TRY IT:
Would you return every entry below exactly as written, without its images?

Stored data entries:
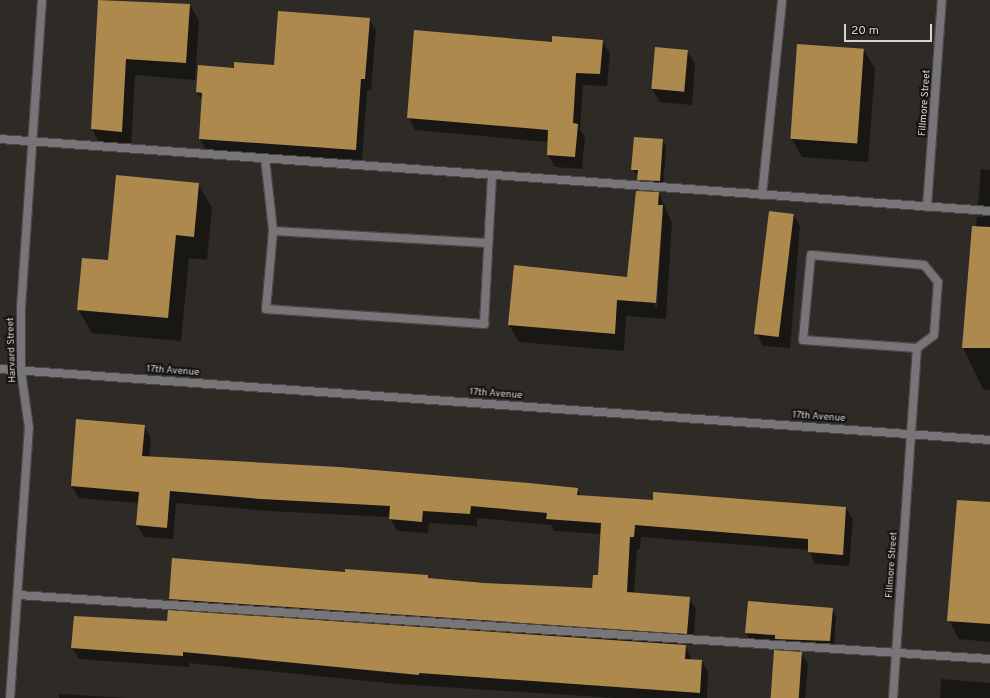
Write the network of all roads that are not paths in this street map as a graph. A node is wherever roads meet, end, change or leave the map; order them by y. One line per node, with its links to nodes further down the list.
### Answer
1 (42, 0): 5 (street, Harvard Street)
2 (782, 0): 8 (street)
3 (942, 0): 9 (street, Fillmore Street)
4 (0, 139): 5 (street)
5 (32, 142): 6 (street); 15 (street, Harvard Street)
6 (265, 158): 7 (street); 11 (street)
7 (492, 175): 8 (street); 12 (street)
8 (762, 195): 9 (street)
9 (927, 207): 10 (street)
10 (990, 211)
11 (273, 230): 12 (street); 12 (street)
12 (488, 243)
13 (917, 348): 13 (street); 16 (street, Fillmore Street)
14 (0, 369): 15 (street, 17th Avenue)
15 (21, 370): 16 (street, 17th Avenue); 18 (street, Harvard Street)
16 (911, 434): 17 (street, 17th Avenue); 19 (street, Fillmore Street)
17 (990, 440)
18 (18, 595): 19 (street); 21 (street, Harvard Street)
19 (896, 652): 20 (street); 22 (street, Fillmore Street)
20 (990, 659)
21 (10, 698)
22 (893, 698)

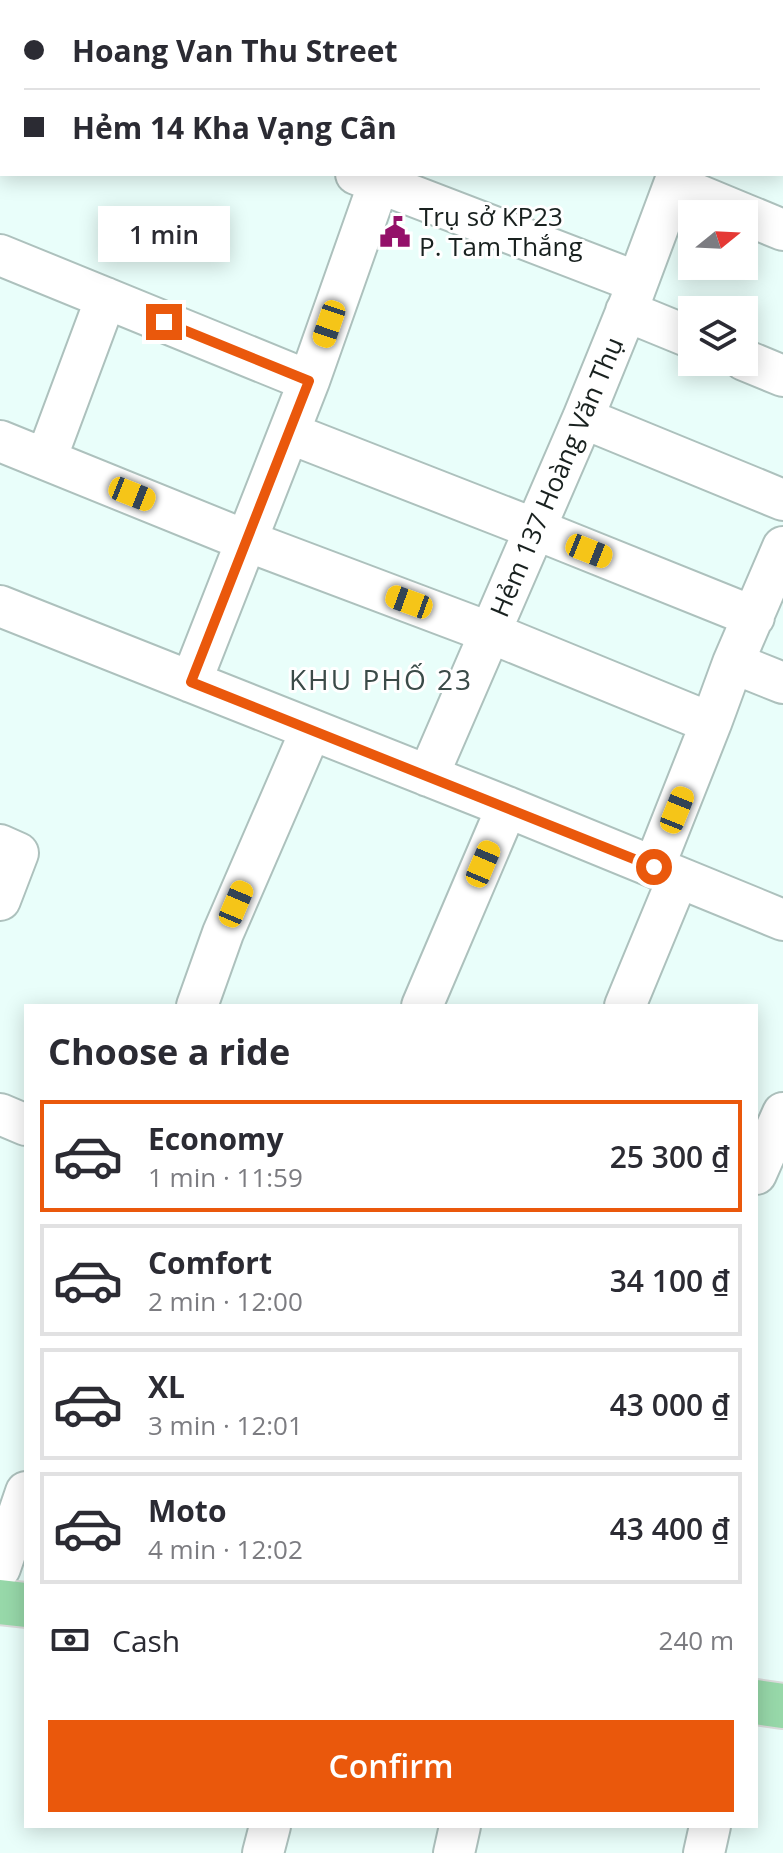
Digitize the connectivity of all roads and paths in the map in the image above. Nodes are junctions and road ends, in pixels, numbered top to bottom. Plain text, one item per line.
1 (372, 177) edge
2 (676, 179) edge
3 (717, 200) edge
4 (758, 220) edge
5 (783, 230) edge
6 (0, 255) edge
7 (632, 297) junction
8 (106, 298) junction
9 (678, 328) edge
10 (758, 366) edge
11 (783, 376) edge
12 (309, 381) junction
13 (583, 418) junction
14 (289, 433) junction
15 (0, 441) edge
16 (46, 459) junction
17 (783, 500) edge
18 (535, 529) junction
19 (247, 541) junction
20 (783, 547) edge
21 (0, 606) edge
22 (754, 617) junction
23 (491, 633) junction
24 (733, 663) junction
25 (191, 682) junction
26 (783, 683) edge
27 (711, 723) junction
28 (311, 730) junction
29 (428, 776) junction
30 (507, 807) junction
31 (0, 845) edge
32 (666, 872) junction
33 (0, 900) edge
34 (783, 920) edge
35 (198, 1004) edge
36 (423, 1004) edge
37 (626, 1004) edge
38 (783, 1113) edge
39 (0, 1114) edge
40 (24, 1124) edge
41 (758, 1169) edge
42 (24, 1498) edge
43 (0, 1568) edge
44 (0, 1602) edge
45 (24, 1605) edge
46 (758, 1702) edge
47 (783, 1706) edge
48 (269, 1828) edge
49 (460, 1828) edge
50 (710, 1828) edge
51 (263, 1853) edge
52 (454, 1853) edge
53 (704, 1853) edge

1 - 7 street
1 - 12 street
2 - 3 street
2 - 7 street, Hẻm 137 Hoàng Văn Thụ
4 - 5 street
6 - 8 street
7 - 9 street
7 - 13 street, Hẻm 137 Hoàng Văn Thụ
8 - 12 street
8 - 16 street
10 - 11 street
12 - 14 street
13 - 17 street
13 - 18 street, Hẻm 137 Hoàng Văn Thụ
14 - 18 street
14 - 19 street
15 - 16 street
16 - 19 street
18 - 22 street
18 - 23 street, Hẻm 137 Hoàng Văn Thụ
19 - 23 street
19 - 25 street
20 - 22 street
21 - 25 street
22 - 24 street
23 - 27 street
23 - 29 street, Hẻm 137 Hoàng Văn Thụ
24 - 26 street
24 - 27 street
25 - 28 street
27 - 32 street
28 - 29 street
28 - 35 street
29 - 30 street
30 - 32 street
30 - 36 street
31 - 33 street
32 - 34 street
32 - 37 street
38 - 41 street
39 - 40 street
42 - 43 street
44 - 45 main road
46 - 47 main road
48 - 51 street
49 - 52 street
50 - 53 street

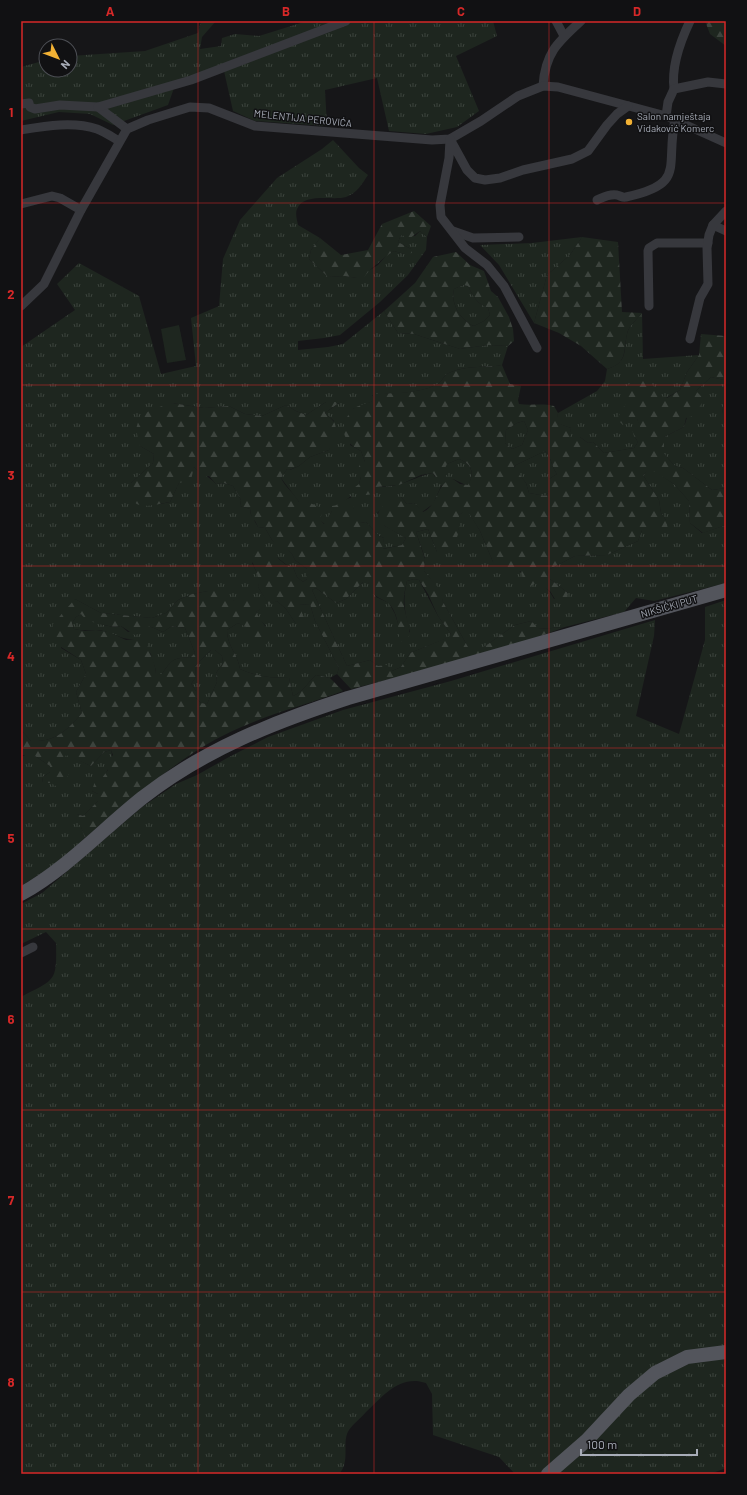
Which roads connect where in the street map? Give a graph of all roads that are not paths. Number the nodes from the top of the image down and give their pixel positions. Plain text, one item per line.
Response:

OUTPUT FOR THIS TASK:
Write the network of all roads that are not paths in this street map as a graph. A node is wherever roads meet, end, change or leave the map; order them by y. One line per node, with its links to nodes further down the list.
### Answer
1 (42, 0): 5 (street, Harvard Street)
2 (782, 0): 8 (street)
3 (942, 0): 9 (street, Fillmore Street)
4 (0, 139): 5 (street)
5 (32, 142): 6 (street); 15 (street, Harvard Street)
6 (265, 158): 7 (street); 11 (street)
7 (492, 175): 8 (street); 12 (street)
8 (762, 195): 9 (street)
9 (927, 207): 10 (street)
10 (990, 211)
11 (273, 230): 12 (street); 12 (street)
12 (488, 243)
13 (917, 348): 13 (street); 16 (street, Fillmore Street)
14 (0, 369): 15 (street, 17th Avenue)
15 (21, 370): 16 (street, 17th Avenue); 18 (street, Harvard Street)
16 (911, 434): 17 (street, 17th Avenue); 19 (street, Fillmore Street)
17 (990, 440)
18 (18, 595): 19 (street); 21 (street, Harvard Street)
19 (896, 652): 20 (street); 22 (street, Fillmore Street)
20 (990, 659)
21 (10, 698)
22 (893, 698)

Digitize the connectivity of all roads and paths in the map in the image above. Nodes are junctions and road ends, in pixels, numbered top to bottom. Plain text, one item per line.
1 (372, 177) edge
2 (676, 179) edge
3 (717, 200) edge
4 (758, 220) edge
5 (783, 230) edge
6 (0, 255) edge
7 (632, 297) junction
8 (106, 298) junction
9 (678, 328) edge
10 (758, 366) edge
11 (783, 376) edge
12 (309, 381) junction
13 (583, 418) junction
14 (289, 433) junction
15 (0, 441) edge
16 (46, 459) junction
17 (783, 500) edge
18 (535, 529) junction
19 (247, 541) junction
20 (783, 547) edge
21 (0, 606) edge
22 (754, 617) junction
23 (491, 633) junction
24 (733, 663) junction
25 (191, 682) junction
26 (783, 683) edge
27 (711, 723) junction
28 (311, 730) junction
29 (428, 776) junction
30 (507, 807) junction
31 (0, 845) edge
32 (666, 872) junction
33 (0, 900) edge
34 (783, 920) edge
35 (198, 1004) edge
36 (423, 1004) edge
37 (626, 1004) edge
38 (783, 1113) edge
39 (0, 1114) edge
40 (24, 1124) edge
41 (758, 1169) edge
42 (24, 1498) edge
43 (0, 1568) edge
44 (0, 1602) edge
45 (24, 1605) edge
46 (758, 1702) edge
47 (783, 1706) edge
48 (269, 1828) edge
49 (460, 1828) edge
50 (710, 1828) edge
51 (263, 1853) edge
52 (454, 1853) edge
53 (704, 1853) edge

1 - 7 street
1 - 12 street
2 - 3 street
2 - 7 street, Hẻm 137 Hoàng Văn Thụ
4 - 5 street
6 - 8 street
7 - 9 street
7 - 13 street, Hẻm 137 Hoàng Văn Thụ
8 - 12 street
8 - 16 street
10 - 11 street
12 - 14 street
13 - 17 street
13 - 18 street, Hẻm 137 Hoàng Văn Thụ
14 - 18 street
14 - 19 street
15 - 16 street
16 - 19 street
18 - 22 street
18 - 23 street, Hẻm 137 Hoàng Văn Thụ
19 - 23 street
19 - 25 street
20 - 22 street
21 - 25 street
22 - 24 street
23 - 27 street
23 - 29 street, Hẻm 137 Hoàng Văn Thụ
24 - 26 street
24 - 27 street
25 - 28 street
27 - 32 street
28 - 29 street
28 - 35 street
29 - 30 street
30 - 32 street
30 - 36 street
31 - 33 street
32 - 34 street
32 - 37 street
38 - 41 street
39 - 40 street
42 - 43 street
44 - 45 main road
46 - 47 main road
48 - 51 street
49 - 52 street
50 - 53 street

Which roads connect where in the street map? Give a graph of all roads that are not paths. Number the nodes from the top of the image down and give their pixel positions. Plain text, one item per line.
Response:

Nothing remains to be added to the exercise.